Source records
======
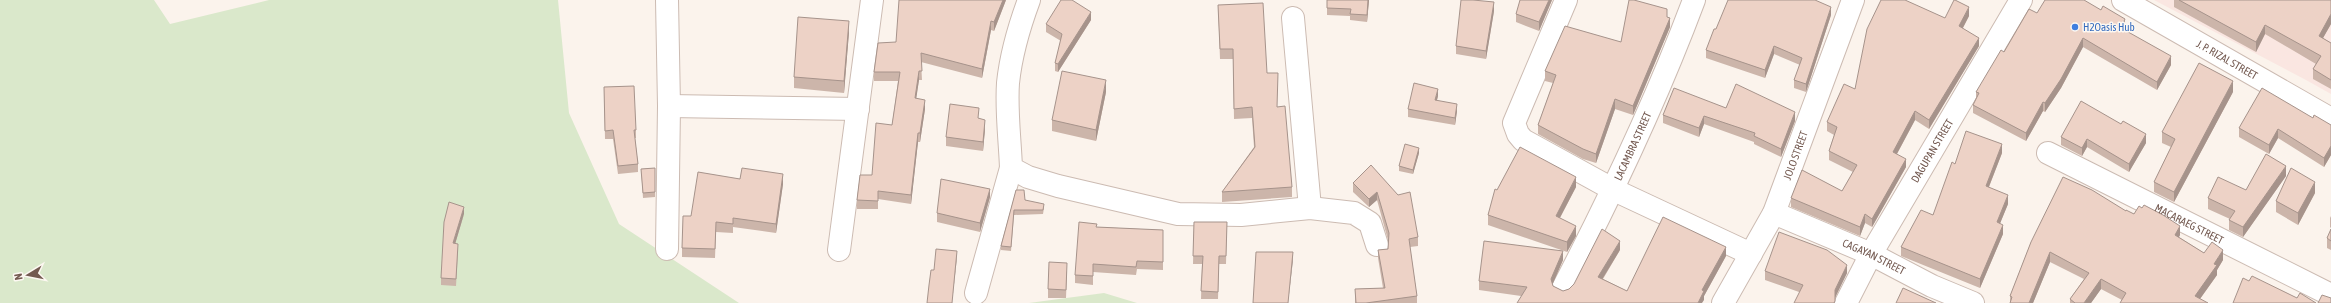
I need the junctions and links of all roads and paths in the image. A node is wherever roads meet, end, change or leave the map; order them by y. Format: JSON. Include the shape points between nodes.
{"nodes":[{"id":1,"x":667,"y":0,"type":"edge"},
{"id":2,"x":872,"y":0,"type":"edge"},
{"id":3,"x":1029,"y":0,"type":"edge"},
{"id":4,"x":1566,"y":0,"type":"edge"},
{"id":5,"x":1694,"y":0,"type":"edge"},
{"id":6,"x":1853,"y":0,"type":"edge"},
{"id":7,"x":2020,"y":0,"type":"edge"},
{"id":8,"x":2123,"y":0,"type":"edge"},
{"id":9,"x":1293,"y":18,"type":"dead end"},
{"id":10,"x":669,"y":106,"type":"junction"},
{"id":11,"x":858,"y":109,"type":"junction"},
{"id":12,"x":2331,"y":120,"type":"edge"},
{"id":13,"x":2048,"y":153,"type":"dead end"},
{"id":14,"x":1012,"y":168,"type":"junction"},
{"id":15,"x":1614,"y":190,"type":"junction"},
{"id":16,"x":1310,"y":208,"type":"junction"},
{"id":17,"x":1774,"y":213,"type":"junction"},
{"id":18,"x":1377,"y":245,"type":"dead end"},
{"id":19,"x":667,"y":249,"type":"dead end"},
{"id":20,"x":839,"y":250,"type":"dead end"},
{"id":21,"x":1751,"y":254,"type":"junction"},
{"id":22,"x":1871,"y":254,"type":"junction"},
{"id":23,"x":1563,"y":288,"type":"dead end"},
{"id":24,"x":976,"y":293,"type":"dead end"},
{"id":25,"x":2331,"y":295,"type":"edge"},
{"id":26,"x":1723,"y":303,"type":"edge"},
{"id":27,"x":1846,"y":303,"type":"edge"},
{"id":28,"x":1973,"y":303,"type":"edge"}],
"edges":[{"from":1,"to":10,"type":"street"},
{"from":2,"to":11,"type":"street"},
{"from":3,"to":14,"type":"street","via":[[1014,45],[1008,83]]},
{"from":4,"to":15,"type":"street","via":[[1514,123],[1523,140]]},
{"from":5,"to":15,"type":"street","name":"LACAMBRA STREET","via":[[1678,45]]},
{"from":6,"to":17,"type":"street","name":"JOLO STREET"},
{"from":7,"to":22,"type":"street","name":"DAGUPAN STREET"},
{"from":8,"to":12,"type":"street","name":"J. P. RIZAL STREET"},
{"from":9,"to":16,"type":"street"},
{"from":10,"to":11,"type":"street"},
{"from":10,"to":19,"type":"street"},
{"from":11,"to":20,"type":"street"},
{"from":13,"to":25,"type":"street","name":"MACARAEG STREET"},
{"from":14,"to":16,"type":"street","via":[[1028,177],[1058,186],[1178,214],[1241,215]]},
{"from":14,"to":24,"type":"street"},
{"from":15,"to":21,"type":"street"},
{"from":15,"to":23,"type":"street","name":"LACAMBRA STREET"},
{"from":16,"to":18,"type":"street","via":[[1354,213],[1370,223]]},
{"from":17,"to":21,"type":"street","name":"JOLO STREET"},
{"from":17,"to":22,"type":"street","name":"CAGAYAN STREET"},
{"from":21,"to":26,"type":"street","name":"JOLO STREET"},
{"from":22,"to":27,"type":"street","name":"DAGUPAN STREET"},
{"from":22,"to":28,"type":"street","name":"CAGAYAN STREET","via":[[1932,286]]}]}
======
(WORK REQUIRED):
Where a picture appears in the data, omit it; restate the rest word for word.

(ANSWER TO THE EXERCISE):
I need the junctions and links of all roads and paths in the image. A node is wherever roads meet, end, change or leave the map; order them by y. Format: JSON. Include the shape points between nodes.
{"nodes":[{"id":1,"x":667,"y":0,"type":"edge"},
{"id":2,"x":872,"y":0,"type":"edge"},
{"id":3,"x":1029,"y":0,"type":"edge"},
{"id":4,"x":1566,"y":0,"type":"edge"},
{"id":5,"x":1694,"y":0,"type":"edge"},
{"id":6,"x":1853,"y":0,"type":"edge"},
{"id":7,"x":2020,"y":0,"type":"edge"},
{"id":8,"x":2123,"y":0,"type":"edge"},
{"id":9,"x":1293,"y":18,"type":"dead end"},
{"id":10,"x":669,"y":106,"type":"junction"},
{"id":11,"x":858,"y":109,"type":"junction"},
{"id":12,"x":2331,"y":120,"type":"edge"},
{"id":13,"x":2048,"y":153,"type":"dead end"},
{"id":14,"x":1012,"y":168,"type":"junction"},
{"id":15,"x":1614,"y":190,"type":"junction"},
{"id":16,"x":1310,"y":208,"type":"junction"},
{"id":17,"x":1774,"y":213,"type":"junction"},
{"id":18,"x":1377,"y":245,"type":"dead end"},
{"id":19,"x":667,"y":249,"type":"dead end"},
{"id":20,"x":839,"y":250,"type":"dead end"},
{"id":21,"x":1751,"y":254,"type":"junction"},
{"id":22,"x":1871,"y":254,"type":"junction"},
{"id":23,"x":1563,"y":288,"type":"dead end"},
{"id":24,"x":976,"y":293,"type":"dead end"},
{"id":25,"x":2331,"y":295,"type":"edge"},
{"id":26,"x":1723,"y":303,"type":"edge"},
{"id":27,"x":1846,"y":303,"type":"edge"},
{"id":28,"x":1973,"y":303,"type":"edge"}],
"edges":[{"from":1,"to":10,"type":"street"},
{"from":2,"to":11,"type":"street"},
{"from":3,"to":14,"type":"street","via":[[1014,45],[1008,83]]},
{"from":4,"to":15,"type":"street","via":[[1514,123],[1523,140]]},
{"from":5,"to":15,"type":"street","name":"LACAMBRA STREET","via":[[1678,45]]},
{"from":6,"to":17,"type":"street","name":"JOLO STREET"},
{"from":7,"to":22,"type":"street","name":"DAGUPAN STREET"},
{"from":8,"to":12,"type":"street","name":"J. P. RIZAL STREET"},
{"from":9,"to":16,"type":"street"},
{"from":10,"to":11,"type":"street"},
{"from":10,"to":19,"type":"street"},
{"from":11,"to":20,"type":"street"},
{"from":13,"to":25,"type":"street","name":"MACARAEG STREET"},
{"from":14,"to":16,"type":"street","via":[[1028,177],[1058,186],[1178,214],[1241,215]]},
{"from":14,"to":24,"type":"street"},
{"from":15,"to":21,"type":"street"},
{"from":15,"to":23,"type":"street","name":"LACAMBRA STREET"},
{"from":16,"to":18,"type":"street","via":[[1354,213],[1370,223]]},
{"from":17,"to":21,"type":"street","name":"JOLO STREET"},
{"from":17,"to":22,"type":"street","name":"CAGAYAN STREET"},
{"from":21,"to":26,"type":"street","name":"JOLO STREET"},
{"from":22,"to":27,"type":"street","name":"DAGUPAN STREET"},
{"from":22,"to":28,"type":"street","name":"CAGAYAN STREET","via":[[1932,286]]}]}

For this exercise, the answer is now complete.